How would you summarize An Appearance of Impropriety, and why should people read it?
Jayna: On the surface, An Appearance of Impropriety is a romantic legal drama that follows the unfolding of a realistic lawsuit, set against the lives of judges, their staff, and the attorneys who populate a courthouse—along with all the procedures, politics, and tactics of taking a case to trial. At its core, however, the book explores identity: whether one’s career is a noble pursuit that honors God or an idol of self-love. Do we allow others to determine our self-worth based on external things like class, ethnicity, gender, or age? Or do we find our identity in being who and what God called us to be? People should read An Appearance of Impropriety if they enjoy courtroom dramas laced with romance and centered on deeper eternal truths.

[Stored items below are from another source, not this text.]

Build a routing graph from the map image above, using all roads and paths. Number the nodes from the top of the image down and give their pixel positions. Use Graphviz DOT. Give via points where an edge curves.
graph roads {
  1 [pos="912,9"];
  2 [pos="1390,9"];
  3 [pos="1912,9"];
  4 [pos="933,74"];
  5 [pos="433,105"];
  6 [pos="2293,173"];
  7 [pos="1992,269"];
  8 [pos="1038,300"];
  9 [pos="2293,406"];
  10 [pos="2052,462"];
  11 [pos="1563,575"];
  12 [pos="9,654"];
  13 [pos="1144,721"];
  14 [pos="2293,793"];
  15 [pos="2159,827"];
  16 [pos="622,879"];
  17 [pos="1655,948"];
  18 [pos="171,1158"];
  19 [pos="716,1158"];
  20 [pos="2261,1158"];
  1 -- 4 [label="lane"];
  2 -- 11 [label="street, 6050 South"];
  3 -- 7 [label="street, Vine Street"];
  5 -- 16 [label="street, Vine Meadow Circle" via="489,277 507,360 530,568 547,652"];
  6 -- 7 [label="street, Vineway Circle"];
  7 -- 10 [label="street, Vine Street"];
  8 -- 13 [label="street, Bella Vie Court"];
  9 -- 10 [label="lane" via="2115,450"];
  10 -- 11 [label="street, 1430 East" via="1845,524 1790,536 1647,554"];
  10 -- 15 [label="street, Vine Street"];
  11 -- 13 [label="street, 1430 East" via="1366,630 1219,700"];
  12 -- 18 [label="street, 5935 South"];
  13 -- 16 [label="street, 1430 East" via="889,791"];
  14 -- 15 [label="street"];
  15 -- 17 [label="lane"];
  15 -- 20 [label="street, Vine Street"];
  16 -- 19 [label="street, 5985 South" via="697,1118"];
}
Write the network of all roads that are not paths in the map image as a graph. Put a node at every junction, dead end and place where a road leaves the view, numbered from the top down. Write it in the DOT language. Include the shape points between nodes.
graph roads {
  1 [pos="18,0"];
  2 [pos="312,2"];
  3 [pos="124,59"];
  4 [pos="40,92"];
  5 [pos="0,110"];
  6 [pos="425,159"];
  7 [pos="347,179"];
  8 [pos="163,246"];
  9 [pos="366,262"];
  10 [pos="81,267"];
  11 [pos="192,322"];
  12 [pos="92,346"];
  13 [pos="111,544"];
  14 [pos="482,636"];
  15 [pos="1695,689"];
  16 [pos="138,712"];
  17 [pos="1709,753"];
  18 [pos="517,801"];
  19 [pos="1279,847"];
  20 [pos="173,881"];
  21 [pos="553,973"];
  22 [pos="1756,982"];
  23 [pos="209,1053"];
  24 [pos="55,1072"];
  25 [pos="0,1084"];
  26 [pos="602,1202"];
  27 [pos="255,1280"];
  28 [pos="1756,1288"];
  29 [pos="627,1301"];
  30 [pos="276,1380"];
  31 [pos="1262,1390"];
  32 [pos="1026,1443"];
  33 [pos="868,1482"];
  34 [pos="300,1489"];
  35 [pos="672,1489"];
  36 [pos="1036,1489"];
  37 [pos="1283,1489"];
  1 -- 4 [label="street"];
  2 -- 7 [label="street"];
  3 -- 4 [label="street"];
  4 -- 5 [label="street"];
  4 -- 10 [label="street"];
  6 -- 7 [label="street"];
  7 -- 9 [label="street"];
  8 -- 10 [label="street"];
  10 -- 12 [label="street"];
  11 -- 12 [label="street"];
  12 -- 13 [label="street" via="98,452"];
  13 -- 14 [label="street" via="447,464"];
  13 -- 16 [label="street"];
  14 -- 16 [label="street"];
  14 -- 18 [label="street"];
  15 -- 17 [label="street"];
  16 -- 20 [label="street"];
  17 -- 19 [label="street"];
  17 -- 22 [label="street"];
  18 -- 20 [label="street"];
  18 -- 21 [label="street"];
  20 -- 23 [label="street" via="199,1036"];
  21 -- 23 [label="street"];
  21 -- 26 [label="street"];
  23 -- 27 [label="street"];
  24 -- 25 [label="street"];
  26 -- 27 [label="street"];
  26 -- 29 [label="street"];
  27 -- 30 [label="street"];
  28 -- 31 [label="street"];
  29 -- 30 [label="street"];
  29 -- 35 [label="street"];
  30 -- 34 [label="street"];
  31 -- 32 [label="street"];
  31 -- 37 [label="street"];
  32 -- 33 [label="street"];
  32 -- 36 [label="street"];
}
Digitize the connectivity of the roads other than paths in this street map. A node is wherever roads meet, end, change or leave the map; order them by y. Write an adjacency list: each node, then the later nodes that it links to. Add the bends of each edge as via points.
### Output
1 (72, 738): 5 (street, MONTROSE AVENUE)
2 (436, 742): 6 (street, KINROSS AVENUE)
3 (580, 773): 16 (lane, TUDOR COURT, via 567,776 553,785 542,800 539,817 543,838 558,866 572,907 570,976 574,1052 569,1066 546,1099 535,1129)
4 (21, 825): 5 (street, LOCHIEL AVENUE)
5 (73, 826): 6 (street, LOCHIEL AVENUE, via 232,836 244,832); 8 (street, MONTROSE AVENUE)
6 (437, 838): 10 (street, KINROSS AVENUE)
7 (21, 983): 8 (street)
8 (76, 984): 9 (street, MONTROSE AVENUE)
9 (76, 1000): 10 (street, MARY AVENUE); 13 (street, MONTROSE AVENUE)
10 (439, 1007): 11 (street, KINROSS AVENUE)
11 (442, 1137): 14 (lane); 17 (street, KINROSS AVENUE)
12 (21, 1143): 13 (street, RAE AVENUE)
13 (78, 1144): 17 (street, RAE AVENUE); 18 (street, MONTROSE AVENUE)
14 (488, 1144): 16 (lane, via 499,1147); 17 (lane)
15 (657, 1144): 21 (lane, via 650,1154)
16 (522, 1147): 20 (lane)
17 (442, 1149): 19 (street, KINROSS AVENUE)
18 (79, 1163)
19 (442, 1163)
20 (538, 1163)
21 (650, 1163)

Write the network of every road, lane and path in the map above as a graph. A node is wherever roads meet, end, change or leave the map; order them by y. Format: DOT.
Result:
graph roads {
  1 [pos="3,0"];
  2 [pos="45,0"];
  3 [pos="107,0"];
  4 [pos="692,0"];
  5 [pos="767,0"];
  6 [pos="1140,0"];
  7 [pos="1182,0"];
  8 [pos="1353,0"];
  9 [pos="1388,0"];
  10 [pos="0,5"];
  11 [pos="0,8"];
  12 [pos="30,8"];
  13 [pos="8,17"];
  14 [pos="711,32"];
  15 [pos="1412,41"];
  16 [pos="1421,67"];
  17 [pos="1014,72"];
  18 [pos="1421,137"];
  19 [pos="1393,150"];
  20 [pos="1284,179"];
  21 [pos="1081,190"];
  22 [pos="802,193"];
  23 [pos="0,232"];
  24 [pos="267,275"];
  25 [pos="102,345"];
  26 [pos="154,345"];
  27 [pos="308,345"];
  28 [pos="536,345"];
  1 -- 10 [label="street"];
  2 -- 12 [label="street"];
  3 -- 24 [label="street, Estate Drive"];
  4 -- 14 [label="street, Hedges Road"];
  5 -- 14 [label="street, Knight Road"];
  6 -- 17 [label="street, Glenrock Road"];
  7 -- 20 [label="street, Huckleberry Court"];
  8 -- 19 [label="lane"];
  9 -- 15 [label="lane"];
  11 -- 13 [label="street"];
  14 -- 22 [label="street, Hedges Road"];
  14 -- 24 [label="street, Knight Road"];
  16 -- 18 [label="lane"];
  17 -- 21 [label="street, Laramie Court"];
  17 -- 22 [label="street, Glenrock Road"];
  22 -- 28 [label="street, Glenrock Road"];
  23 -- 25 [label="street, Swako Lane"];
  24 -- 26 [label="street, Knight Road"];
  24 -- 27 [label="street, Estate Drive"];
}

What do you hope readers take away from your stories?
Jayna: I hope readers reach the last page feeling they’ve been on a suspenseful ride that ends in a satisfying way. I also hope they take away some life lessons that they find helpful, thought-provoking, and encouraging.
As the youngest female judge in Los Angeles, Mahalia Jackson has her career on a fast track to success. Her polished exterior makes sure of that. But when she volunteers for the Junior Jurors and ends up working side by side with attorney JD Cash, her plans begin to falter.
JD heads up the program—born out of his own troubled past—where local teens learn about the legal system. He leverages his position as an attorney to fulfill God's calling on his life: to support the orphans and widows of society who have lost beloved fathers and husbands to TransNation's eighteen-wheeled time bombs roaming America's freeways.
Mahalia's rule—never date a lawyer—is a straitjacket that tightens when she presides over the case where JD serves as a young widow's attorney. Her increasing proximity to the empathetic lawyer sparks an onslaught from anonymous online adversaries attempting to destroy Mahalia's reputation and career by throwing around claims of an appearance of impropriety. The digital disgrace pushes Mahalia to ask one hard question: Is loving JD worth risking her career?